§ **WHAT THE EXERCISE ASKS**
Report the number of lines in the entries below that include the word "Jana", and nothing else.

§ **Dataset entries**
*** Begin section ***

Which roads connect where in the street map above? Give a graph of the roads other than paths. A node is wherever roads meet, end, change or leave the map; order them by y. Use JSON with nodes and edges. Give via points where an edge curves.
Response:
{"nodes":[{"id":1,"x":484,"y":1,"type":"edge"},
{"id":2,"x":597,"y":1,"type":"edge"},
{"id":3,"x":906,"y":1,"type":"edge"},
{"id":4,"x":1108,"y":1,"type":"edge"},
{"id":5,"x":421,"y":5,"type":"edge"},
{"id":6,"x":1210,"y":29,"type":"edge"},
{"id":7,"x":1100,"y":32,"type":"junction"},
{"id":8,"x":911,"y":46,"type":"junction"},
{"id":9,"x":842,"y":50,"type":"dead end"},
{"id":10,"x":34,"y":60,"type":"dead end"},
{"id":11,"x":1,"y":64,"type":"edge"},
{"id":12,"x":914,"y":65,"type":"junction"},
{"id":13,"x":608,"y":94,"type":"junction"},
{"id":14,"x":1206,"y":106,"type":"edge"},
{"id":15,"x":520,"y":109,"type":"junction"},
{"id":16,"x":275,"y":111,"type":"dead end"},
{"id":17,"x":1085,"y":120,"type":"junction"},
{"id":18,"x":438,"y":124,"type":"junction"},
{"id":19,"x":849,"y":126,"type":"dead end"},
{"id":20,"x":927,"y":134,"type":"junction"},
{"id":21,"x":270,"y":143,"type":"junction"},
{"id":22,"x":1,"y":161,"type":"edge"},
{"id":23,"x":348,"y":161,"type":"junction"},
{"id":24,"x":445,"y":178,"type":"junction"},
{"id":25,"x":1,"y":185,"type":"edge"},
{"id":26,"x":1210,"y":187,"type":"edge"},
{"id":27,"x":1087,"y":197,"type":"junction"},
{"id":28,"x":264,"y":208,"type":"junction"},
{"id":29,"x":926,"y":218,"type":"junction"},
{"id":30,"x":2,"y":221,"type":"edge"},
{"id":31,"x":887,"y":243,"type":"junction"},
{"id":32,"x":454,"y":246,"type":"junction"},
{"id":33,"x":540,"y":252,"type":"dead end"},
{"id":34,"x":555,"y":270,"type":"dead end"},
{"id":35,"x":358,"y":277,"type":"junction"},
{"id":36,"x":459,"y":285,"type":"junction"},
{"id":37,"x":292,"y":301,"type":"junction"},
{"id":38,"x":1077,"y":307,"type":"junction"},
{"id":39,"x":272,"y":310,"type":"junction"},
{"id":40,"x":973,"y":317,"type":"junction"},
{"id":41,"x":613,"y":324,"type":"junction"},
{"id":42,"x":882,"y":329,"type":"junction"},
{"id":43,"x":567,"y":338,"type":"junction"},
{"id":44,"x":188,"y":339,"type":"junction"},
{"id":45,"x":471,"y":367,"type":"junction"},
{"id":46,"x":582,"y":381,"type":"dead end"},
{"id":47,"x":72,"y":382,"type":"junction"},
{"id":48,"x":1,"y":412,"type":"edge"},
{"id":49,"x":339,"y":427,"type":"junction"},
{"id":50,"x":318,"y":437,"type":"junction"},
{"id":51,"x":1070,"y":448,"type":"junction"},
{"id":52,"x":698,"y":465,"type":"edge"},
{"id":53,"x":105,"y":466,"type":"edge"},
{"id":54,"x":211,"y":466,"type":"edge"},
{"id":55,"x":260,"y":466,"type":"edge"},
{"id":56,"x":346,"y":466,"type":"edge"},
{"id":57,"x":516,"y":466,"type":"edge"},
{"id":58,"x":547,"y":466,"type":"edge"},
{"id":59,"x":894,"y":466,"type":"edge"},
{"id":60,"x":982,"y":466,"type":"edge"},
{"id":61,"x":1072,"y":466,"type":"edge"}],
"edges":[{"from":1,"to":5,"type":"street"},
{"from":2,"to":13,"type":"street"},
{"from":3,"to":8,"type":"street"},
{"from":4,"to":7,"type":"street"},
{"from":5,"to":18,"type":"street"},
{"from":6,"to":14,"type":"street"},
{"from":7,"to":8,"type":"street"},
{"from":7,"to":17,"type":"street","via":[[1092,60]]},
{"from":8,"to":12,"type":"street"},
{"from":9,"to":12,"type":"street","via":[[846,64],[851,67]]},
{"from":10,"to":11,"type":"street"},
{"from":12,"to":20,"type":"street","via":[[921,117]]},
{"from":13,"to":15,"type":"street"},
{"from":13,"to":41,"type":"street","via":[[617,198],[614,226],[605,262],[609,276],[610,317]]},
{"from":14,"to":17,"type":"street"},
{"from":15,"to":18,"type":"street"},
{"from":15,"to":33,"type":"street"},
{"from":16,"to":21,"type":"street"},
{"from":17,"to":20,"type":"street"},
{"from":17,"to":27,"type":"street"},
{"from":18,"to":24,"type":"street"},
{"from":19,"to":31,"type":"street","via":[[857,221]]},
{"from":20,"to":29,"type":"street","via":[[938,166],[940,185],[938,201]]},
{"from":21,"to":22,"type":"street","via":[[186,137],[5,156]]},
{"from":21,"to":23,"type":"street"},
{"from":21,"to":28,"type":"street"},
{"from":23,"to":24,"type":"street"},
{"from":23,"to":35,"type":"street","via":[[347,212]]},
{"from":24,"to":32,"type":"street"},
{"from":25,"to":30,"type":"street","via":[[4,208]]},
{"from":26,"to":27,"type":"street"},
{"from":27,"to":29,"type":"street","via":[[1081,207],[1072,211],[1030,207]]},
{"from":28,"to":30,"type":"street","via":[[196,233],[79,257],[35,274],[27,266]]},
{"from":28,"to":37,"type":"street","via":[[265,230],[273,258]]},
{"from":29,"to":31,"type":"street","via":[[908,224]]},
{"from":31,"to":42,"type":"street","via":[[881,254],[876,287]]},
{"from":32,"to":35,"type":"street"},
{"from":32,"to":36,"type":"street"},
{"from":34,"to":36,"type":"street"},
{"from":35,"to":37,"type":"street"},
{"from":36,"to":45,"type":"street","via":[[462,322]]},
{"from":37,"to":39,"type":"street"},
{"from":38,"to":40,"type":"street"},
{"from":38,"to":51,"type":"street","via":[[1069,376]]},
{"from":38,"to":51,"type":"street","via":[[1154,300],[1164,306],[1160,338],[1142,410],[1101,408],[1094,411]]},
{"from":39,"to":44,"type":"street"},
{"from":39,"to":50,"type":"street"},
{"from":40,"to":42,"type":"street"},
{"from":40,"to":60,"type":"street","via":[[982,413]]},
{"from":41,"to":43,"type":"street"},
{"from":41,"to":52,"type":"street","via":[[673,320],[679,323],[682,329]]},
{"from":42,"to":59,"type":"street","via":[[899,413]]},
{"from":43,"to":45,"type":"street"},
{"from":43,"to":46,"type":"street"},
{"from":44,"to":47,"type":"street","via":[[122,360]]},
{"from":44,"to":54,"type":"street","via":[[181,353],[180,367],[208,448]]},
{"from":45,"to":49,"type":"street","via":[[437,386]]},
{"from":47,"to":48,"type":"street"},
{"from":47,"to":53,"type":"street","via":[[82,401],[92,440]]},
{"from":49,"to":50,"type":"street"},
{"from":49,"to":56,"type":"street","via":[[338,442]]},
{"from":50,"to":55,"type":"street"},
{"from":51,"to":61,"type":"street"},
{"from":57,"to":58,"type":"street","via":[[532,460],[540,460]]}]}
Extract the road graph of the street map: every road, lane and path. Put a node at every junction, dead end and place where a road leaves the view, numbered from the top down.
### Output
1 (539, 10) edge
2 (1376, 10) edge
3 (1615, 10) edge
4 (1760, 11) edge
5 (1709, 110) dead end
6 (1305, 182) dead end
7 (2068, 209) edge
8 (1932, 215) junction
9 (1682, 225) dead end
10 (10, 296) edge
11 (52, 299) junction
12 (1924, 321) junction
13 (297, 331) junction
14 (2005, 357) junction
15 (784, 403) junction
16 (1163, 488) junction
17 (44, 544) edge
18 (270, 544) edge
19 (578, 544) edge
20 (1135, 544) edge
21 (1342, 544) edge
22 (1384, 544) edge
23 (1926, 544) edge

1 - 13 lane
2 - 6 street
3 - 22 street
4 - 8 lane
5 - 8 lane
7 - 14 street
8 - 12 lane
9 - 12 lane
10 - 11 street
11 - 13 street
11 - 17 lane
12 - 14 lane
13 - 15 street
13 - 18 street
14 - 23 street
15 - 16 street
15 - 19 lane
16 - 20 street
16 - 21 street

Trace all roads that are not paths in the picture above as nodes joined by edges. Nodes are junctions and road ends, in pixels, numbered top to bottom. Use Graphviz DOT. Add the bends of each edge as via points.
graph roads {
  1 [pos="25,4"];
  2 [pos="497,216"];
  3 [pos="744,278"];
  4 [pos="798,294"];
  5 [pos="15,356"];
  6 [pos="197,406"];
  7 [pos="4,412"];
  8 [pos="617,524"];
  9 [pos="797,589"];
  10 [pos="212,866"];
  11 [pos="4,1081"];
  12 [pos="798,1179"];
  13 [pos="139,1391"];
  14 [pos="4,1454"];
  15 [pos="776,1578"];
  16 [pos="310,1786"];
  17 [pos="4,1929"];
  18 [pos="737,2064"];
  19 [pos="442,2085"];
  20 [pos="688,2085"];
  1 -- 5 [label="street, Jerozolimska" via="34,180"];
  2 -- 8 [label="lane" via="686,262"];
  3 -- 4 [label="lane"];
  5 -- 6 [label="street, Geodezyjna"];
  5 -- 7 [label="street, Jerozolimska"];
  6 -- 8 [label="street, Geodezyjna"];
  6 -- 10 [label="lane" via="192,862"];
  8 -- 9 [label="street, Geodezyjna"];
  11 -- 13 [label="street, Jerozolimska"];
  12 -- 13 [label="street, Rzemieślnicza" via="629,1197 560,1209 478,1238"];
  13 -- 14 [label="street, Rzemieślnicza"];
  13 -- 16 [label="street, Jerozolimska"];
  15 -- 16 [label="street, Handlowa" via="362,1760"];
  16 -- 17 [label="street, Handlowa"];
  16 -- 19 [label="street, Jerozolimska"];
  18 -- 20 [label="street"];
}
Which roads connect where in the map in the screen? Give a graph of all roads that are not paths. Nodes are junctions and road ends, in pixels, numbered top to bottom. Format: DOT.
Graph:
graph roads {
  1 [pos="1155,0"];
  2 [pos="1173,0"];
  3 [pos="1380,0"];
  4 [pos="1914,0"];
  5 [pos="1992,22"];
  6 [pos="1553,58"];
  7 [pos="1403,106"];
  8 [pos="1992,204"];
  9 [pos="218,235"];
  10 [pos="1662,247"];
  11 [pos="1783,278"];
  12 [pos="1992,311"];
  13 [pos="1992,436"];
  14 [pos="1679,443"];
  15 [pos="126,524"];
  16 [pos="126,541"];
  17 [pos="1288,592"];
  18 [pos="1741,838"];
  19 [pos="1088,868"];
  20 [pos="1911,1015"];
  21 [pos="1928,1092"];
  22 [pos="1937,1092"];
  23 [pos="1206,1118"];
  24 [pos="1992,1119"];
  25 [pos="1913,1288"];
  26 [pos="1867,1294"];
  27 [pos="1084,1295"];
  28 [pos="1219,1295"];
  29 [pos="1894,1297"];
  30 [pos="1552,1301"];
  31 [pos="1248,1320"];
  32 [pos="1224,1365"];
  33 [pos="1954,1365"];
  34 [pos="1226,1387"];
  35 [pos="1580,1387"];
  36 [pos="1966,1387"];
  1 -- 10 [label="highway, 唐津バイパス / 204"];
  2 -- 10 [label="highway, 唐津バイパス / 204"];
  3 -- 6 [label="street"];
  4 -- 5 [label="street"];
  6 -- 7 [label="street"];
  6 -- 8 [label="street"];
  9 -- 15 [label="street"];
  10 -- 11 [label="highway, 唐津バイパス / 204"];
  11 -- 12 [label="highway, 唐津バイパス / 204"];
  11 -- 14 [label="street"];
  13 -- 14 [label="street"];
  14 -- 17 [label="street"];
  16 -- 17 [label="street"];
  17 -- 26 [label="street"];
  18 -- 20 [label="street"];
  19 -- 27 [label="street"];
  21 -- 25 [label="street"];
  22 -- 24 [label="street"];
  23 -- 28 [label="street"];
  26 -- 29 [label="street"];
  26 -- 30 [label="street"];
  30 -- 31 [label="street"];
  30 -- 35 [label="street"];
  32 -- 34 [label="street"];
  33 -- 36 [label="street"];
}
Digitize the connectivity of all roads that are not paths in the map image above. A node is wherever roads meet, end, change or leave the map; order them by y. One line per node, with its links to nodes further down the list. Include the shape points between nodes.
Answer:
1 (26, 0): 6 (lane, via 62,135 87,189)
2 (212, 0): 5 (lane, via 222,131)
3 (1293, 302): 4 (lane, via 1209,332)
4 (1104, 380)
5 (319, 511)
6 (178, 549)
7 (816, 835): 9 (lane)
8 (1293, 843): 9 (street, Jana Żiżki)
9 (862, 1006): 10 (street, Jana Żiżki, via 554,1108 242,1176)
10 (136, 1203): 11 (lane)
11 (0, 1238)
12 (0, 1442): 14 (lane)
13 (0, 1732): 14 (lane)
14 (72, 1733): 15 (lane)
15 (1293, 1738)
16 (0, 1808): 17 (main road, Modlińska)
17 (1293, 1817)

*** End section ***

§ **RESPONSE TO THE EXERCISE**
2